--- Available records Enclosed Below ---

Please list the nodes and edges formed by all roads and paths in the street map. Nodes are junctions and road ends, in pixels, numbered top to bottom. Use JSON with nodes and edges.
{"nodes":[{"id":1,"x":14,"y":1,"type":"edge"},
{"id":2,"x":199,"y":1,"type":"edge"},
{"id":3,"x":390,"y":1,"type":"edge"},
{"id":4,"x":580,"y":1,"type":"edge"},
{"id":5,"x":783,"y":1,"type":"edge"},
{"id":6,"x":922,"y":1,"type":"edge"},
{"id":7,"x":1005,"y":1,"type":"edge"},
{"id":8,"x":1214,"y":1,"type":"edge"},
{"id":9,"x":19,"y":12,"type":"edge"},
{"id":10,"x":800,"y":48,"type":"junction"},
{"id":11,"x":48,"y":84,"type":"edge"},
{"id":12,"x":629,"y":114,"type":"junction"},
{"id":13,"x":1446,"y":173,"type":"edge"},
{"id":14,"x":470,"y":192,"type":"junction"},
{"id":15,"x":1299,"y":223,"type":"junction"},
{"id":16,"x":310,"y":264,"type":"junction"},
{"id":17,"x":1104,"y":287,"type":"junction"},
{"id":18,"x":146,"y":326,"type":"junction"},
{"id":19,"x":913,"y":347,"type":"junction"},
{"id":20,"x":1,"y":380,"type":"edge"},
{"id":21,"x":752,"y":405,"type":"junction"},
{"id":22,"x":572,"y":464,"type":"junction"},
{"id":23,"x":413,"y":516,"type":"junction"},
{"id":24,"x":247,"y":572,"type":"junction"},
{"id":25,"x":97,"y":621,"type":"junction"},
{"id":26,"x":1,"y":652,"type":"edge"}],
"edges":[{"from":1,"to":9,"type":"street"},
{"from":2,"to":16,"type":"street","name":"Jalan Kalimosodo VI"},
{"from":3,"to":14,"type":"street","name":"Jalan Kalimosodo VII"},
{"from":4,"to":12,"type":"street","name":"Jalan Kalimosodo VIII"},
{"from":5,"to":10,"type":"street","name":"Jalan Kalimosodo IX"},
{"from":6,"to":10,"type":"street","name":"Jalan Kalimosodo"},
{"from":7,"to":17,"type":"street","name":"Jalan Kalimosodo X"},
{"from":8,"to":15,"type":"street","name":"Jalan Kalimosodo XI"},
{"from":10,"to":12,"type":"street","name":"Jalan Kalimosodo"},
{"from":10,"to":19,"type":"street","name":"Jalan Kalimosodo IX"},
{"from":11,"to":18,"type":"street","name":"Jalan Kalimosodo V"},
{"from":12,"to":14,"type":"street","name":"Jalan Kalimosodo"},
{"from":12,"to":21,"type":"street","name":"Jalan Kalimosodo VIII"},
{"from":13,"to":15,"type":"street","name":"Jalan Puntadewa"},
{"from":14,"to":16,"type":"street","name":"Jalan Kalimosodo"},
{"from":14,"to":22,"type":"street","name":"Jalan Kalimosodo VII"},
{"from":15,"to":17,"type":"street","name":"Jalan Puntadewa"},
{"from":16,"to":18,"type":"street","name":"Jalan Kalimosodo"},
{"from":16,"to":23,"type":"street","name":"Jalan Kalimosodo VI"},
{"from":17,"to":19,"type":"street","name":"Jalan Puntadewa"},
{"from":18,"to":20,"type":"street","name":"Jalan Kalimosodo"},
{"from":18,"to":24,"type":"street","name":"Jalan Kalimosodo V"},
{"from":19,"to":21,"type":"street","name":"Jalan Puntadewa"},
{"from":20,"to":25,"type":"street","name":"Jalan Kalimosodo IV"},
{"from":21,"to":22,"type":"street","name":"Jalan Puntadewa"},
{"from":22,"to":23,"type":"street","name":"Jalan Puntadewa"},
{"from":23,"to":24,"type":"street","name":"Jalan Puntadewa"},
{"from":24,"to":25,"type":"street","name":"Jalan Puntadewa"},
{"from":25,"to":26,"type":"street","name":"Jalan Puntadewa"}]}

--- End of Enclosed Available records ---

→ **Task brief**
List, from the entries above, every line in which the word "VIII" shows up.

→ **Reply to the task**
{"from":4,"to":12,"type":"street","name":"Jalan Kalimosodo VIII"},
{"from":12,"to":21,"type":"street","name":"Jalan Kalimosodo VIII"},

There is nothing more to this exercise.